### What the task asks
Find every line in the data that contains the word "points". Return each of those lines.

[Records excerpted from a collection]
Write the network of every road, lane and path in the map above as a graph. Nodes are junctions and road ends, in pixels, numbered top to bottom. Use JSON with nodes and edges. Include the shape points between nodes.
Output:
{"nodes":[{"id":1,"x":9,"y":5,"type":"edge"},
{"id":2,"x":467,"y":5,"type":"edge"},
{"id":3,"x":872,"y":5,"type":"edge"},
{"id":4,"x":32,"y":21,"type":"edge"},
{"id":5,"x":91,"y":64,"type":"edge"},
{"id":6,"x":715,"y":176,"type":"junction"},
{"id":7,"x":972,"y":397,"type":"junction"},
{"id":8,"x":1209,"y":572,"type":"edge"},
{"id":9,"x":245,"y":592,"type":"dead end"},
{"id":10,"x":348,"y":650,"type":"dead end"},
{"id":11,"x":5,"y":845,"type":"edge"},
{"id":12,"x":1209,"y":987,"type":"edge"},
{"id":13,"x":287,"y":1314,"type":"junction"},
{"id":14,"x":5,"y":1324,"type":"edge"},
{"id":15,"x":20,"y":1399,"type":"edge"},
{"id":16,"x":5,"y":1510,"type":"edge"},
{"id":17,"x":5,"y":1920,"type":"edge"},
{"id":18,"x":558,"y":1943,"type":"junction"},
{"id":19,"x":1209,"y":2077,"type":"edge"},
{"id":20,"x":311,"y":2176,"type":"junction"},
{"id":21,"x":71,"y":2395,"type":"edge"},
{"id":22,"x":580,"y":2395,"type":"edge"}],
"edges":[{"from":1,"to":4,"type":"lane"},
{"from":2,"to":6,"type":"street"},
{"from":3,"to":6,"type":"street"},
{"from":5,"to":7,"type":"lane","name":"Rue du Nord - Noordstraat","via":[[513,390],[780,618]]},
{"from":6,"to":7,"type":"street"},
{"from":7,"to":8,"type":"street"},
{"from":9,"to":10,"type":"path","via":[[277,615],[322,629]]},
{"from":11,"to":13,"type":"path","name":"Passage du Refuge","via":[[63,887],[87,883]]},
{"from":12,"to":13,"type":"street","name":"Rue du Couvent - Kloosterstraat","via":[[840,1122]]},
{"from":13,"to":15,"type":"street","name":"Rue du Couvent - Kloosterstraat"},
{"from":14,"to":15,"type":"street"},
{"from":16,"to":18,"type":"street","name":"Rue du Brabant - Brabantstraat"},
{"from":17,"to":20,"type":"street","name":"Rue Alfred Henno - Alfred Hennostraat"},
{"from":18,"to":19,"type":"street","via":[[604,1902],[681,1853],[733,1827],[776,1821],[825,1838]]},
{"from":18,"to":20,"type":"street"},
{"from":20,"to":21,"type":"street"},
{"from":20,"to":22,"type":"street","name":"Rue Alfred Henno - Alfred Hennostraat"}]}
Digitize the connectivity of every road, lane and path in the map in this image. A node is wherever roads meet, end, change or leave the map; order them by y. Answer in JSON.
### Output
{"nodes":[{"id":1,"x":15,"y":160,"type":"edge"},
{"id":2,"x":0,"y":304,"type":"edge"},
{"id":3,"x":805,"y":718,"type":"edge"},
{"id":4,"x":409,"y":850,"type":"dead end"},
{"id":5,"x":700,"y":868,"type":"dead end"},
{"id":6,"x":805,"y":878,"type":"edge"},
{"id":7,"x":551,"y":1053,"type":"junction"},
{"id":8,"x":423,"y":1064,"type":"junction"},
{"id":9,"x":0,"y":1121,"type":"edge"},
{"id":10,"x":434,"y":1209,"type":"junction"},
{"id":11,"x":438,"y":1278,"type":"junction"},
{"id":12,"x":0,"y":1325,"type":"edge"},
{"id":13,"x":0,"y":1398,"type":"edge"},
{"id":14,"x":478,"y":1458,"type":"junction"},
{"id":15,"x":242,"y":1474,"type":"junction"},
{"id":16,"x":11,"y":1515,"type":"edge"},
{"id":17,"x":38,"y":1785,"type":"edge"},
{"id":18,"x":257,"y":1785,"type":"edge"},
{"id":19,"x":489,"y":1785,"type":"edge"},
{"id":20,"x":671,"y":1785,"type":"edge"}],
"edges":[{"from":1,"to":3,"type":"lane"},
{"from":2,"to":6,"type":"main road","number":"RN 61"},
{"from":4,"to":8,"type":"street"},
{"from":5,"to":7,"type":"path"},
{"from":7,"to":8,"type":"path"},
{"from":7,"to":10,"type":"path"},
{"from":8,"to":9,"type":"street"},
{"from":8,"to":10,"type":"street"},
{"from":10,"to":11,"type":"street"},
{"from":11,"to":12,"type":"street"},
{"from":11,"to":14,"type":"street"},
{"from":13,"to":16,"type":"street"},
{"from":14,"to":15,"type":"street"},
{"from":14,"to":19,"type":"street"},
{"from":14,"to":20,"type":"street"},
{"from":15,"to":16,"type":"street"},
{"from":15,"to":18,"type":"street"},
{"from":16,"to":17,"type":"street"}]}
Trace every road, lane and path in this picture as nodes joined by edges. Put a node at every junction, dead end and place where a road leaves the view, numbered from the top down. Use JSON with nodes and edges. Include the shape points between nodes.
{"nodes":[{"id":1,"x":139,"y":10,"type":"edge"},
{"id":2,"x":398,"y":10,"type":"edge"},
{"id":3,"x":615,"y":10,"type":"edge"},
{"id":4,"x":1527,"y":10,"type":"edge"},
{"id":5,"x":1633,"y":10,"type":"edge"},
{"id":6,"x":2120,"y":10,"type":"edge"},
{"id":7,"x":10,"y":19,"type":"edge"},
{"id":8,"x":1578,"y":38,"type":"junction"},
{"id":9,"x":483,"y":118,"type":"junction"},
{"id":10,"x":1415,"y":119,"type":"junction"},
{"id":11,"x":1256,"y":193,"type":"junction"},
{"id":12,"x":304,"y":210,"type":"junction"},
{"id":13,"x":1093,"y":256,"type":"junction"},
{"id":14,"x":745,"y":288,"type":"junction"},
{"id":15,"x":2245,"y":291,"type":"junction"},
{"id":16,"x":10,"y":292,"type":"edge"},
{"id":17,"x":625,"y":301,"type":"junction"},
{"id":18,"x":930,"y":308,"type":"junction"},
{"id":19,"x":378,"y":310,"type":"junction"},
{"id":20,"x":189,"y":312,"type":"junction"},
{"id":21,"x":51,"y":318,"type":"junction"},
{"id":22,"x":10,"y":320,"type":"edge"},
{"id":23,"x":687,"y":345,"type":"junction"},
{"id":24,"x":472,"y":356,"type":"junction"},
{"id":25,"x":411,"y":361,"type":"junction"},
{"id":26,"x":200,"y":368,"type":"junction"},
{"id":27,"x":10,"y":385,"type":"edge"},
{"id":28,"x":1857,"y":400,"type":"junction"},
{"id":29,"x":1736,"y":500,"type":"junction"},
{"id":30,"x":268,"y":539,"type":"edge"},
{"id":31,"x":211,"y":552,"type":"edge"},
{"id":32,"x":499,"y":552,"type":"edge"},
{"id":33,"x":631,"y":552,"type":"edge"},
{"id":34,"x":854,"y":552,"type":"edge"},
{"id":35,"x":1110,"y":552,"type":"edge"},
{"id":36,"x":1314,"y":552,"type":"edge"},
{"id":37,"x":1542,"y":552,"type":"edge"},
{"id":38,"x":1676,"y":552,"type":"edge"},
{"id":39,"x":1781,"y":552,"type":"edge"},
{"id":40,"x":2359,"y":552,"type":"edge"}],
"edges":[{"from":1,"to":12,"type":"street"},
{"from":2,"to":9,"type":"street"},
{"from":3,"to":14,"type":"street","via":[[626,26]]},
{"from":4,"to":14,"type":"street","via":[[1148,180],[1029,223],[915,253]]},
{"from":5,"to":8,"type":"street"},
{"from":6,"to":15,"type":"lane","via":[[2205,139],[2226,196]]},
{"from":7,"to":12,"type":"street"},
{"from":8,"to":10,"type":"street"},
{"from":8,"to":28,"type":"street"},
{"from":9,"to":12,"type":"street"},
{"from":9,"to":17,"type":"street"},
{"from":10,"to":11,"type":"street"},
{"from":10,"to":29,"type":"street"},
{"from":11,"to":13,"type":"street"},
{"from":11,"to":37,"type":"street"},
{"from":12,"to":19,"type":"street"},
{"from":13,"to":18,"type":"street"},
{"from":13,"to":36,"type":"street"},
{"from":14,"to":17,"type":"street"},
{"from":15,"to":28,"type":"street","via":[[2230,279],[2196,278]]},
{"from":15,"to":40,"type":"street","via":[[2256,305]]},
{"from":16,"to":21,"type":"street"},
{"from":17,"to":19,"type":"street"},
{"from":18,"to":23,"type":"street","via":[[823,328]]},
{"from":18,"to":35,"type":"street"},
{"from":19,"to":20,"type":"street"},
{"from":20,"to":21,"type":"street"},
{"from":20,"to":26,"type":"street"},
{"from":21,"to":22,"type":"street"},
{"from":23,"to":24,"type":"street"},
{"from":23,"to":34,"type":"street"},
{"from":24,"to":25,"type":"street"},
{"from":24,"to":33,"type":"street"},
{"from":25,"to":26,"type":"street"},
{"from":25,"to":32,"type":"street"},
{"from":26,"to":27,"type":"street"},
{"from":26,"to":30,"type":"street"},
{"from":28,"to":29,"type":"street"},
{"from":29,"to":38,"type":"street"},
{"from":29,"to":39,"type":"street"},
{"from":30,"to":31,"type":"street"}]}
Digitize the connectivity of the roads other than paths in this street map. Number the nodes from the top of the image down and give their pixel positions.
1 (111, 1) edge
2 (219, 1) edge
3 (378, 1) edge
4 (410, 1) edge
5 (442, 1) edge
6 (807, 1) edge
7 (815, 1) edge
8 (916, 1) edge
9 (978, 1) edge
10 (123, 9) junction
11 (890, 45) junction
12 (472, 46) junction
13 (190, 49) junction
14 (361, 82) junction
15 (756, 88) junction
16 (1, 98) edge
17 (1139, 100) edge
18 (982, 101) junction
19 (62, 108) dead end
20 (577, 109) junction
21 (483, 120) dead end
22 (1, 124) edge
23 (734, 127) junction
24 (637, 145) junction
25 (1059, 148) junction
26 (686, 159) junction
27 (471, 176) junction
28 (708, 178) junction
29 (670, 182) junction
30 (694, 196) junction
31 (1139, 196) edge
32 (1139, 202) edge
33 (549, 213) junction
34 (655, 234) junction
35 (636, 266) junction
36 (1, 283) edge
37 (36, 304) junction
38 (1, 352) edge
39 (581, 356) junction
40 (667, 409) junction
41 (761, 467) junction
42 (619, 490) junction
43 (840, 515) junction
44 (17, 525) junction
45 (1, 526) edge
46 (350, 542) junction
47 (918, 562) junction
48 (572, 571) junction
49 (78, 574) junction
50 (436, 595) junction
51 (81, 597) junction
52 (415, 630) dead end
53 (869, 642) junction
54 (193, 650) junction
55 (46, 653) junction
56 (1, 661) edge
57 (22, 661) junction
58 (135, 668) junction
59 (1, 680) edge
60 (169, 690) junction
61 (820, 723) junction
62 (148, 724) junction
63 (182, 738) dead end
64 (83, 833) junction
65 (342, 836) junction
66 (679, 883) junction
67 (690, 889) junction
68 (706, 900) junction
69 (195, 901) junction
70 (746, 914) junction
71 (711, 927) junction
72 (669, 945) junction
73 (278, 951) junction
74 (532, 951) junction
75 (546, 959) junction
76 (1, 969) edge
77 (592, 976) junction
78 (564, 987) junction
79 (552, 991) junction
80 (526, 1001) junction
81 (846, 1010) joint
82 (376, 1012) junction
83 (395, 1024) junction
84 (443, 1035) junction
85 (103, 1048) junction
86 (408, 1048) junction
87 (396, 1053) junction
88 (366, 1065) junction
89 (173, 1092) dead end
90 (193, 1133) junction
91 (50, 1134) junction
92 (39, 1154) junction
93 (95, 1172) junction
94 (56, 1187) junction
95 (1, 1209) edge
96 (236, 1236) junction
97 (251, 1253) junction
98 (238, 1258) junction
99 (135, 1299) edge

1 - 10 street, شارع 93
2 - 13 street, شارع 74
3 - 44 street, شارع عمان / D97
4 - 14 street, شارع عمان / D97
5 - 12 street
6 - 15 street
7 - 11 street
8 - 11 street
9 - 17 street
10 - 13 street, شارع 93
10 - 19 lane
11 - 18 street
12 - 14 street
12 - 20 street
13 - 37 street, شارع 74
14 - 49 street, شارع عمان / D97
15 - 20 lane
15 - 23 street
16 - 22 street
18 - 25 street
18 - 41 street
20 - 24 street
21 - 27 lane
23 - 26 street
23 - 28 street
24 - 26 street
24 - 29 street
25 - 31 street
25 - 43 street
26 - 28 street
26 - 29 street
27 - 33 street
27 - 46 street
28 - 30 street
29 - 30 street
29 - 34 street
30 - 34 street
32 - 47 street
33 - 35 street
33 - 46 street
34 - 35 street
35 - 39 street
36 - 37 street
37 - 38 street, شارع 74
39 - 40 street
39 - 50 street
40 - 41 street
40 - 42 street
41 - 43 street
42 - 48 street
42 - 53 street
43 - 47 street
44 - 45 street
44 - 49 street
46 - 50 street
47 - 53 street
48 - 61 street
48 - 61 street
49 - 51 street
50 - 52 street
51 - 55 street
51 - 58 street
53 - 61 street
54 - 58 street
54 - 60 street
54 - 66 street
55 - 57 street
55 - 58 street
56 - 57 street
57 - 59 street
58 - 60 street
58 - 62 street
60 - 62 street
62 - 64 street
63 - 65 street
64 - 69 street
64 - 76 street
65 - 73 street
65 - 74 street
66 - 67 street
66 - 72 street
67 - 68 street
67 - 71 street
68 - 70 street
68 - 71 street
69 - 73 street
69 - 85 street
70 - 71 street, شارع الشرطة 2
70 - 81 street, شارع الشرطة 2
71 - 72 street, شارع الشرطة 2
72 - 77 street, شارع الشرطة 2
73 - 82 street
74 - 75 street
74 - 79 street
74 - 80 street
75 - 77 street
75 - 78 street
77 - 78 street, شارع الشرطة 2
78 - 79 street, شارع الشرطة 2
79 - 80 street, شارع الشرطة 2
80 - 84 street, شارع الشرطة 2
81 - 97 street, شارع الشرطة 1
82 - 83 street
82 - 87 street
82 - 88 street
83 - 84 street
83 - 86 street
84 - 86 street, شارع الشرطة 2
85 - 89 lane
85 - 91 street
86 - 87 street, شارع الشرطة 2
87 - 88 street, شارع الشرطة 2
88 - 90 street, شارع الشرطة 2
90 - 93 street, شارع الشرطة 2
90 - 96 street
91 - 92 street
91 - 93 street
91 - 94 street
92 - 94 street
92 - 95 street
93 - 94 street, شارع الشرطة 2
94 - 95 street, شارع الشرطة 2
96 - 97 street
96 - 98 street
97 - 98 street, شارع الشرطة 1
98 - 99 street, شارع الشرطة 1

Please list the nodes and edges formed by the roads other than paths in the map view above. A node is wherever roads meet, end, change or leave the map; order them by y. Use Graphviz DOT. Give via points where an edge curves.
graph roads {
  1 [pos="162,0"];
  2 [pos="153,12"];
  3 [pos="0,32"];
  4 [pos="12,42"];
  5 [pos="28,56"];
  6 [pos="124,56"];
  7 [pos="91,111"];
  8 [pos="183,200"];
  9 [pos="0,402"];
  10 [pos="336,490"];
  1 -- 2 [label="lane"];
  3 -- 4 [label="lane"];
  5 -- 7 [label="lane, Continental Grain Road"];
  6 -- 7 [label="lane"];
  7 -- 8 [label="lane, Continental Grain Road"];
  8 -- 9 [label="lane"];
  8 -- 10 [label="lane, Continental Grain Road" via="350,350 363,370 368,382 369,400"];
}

### Answer to this task
Write the network of every road, lane and path in the map above as a graph. Nodes are junctions and road ends, in pixels, numbered top to bottom. Use JSON with nodes and edges. Include the shape points between nodes.
Trace every road, lane and path in this picture as nodes joined by edges. Put a node at every junction, dead end and place where a road leaves the view, numbered from the top down. Use JSON with nodes and edges. Include the shape points between nodes.
Please list the nodes and edges formed by the roads other than paths in the map view above. A node is wherever roads meet, end, change or leave the map; order them by y. Use Graphviz DOT. Give via points where an edge curves.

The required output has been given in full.